Watkins is an actor-singer-pianist-musical arranger, and all of those talents were put to good use during the course of his show at Mama Rose. For instance, he created some soaring harmonies with his two guest artists, Karen Mack and Lennie Watts. Watkins played the piano with an exuberant abandon, acted his songs with a delicacy that few cabaret artists ever attain, and exuded a sense of joy. He made us care about music we don’t ordinarily like because he put so much of himself into it.

********************

Paula West
Paula West

Wild, Wild West

The San Francisco-based jazz singer Paula West makes some of the most beautiful, smooth sounds on either coast, but not until her current show at the Algonquin Hotel’s Oak Room (running through November 15) has she been so much fun. In what looks, sounds, and feels like a breakthrough performance, West displays a sense of humor, an engaging playfulness, and a willingness to take chances. Her earlier acts were safe and pretty; this one is exciting.

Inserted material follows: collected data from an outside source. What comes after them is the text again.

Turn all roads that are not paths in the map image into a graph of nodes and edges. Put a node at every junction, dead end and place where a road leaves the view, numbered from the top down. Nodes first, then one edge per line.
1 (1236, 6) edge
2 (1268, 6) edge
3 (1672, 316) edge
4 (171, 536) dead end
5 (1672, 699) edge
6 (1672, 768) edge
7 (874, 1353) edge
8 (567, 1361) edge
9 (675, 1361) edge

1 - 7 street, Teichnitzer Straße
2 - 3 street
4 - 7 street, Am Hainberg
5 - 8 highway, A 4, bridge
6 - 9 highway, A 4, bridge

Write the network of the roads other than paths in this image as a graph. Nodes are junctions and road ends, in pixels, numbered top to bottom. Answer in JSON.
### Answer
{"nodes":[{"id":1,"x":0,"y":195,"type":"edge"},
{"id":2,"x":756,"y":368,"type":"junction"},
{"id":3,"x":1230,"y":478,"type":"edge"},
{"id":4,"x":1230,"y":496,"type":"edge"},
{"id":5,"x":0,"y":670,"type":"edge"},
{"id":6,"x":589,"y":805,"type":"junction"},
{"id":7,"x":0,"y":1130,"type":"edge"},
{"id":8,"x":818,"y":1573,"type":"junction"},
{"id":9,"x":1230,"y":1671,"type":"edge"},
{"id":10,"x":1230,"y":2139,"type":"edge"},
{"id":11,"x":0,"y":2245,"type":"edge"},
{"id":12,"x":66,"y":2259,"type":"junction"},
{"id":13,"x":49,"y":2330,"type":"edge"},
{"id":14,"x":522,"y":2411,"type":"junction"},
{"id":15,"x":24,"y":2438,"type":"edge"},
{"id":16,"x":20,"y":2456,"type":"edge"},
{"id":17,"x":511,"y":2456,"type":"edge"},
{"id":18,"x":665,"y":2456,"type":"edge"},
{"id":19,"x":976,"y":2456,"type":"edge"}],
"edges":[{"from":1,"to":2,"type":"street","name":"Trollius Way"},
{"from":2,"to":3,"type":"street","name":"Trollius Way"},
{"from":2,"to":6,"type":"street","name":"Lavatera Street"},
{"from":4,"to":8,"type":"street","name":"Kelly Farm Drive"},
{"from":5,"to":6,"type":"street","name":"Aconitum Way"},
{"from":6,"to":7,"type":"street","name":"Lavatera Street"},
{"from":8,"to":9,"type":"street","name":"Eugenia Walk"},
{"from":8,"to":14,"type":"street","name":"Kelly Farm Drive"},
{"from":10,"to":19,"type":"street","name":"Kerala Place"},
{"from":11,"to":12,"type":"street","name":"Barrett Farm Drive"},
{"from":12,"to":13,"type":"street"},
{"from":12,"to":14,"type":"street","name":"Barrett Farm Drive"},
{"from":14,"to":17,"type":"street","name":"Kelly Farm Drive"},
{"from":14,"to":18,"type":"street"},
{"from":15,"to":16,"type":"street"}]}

There isn’t a single song in the act that doesn’t rely on its lyrics for the ultimate effect. From a clever country tune called “Ragtime Cowboy Joe” (Lewis F. Muir/Maurice Abrahams/Grant Clarke) to the lady’s lament “Legalize My Name” (Harold Arlen/Johnny Mercer, from St. Louis Woman), West delivers her lines with a crisp clarity and lets them float on her warm, supple voice. Her show builds to a surprising climax when she lets loose with a deeply felt rendition of “Smile,” Charlie Chaplin’s Oscar-winning ballad from Limelight, and then follows it up with a clever jazz version of “Trouble” (Meredith Willson, from The Music Man.)

West uses her hands and arms like an orchestra conductor, giving more physical emphasis to the music than she might if her gestures rather expressed the underlying meaning of the lyric. But her personality comes through in other ways, including the great rapport she has with her gifted musical director, Eric Reed. The band is superb, Reed’s arrangements are exquisite, and there is a comfortable camaraderie between the bandleader and the singer.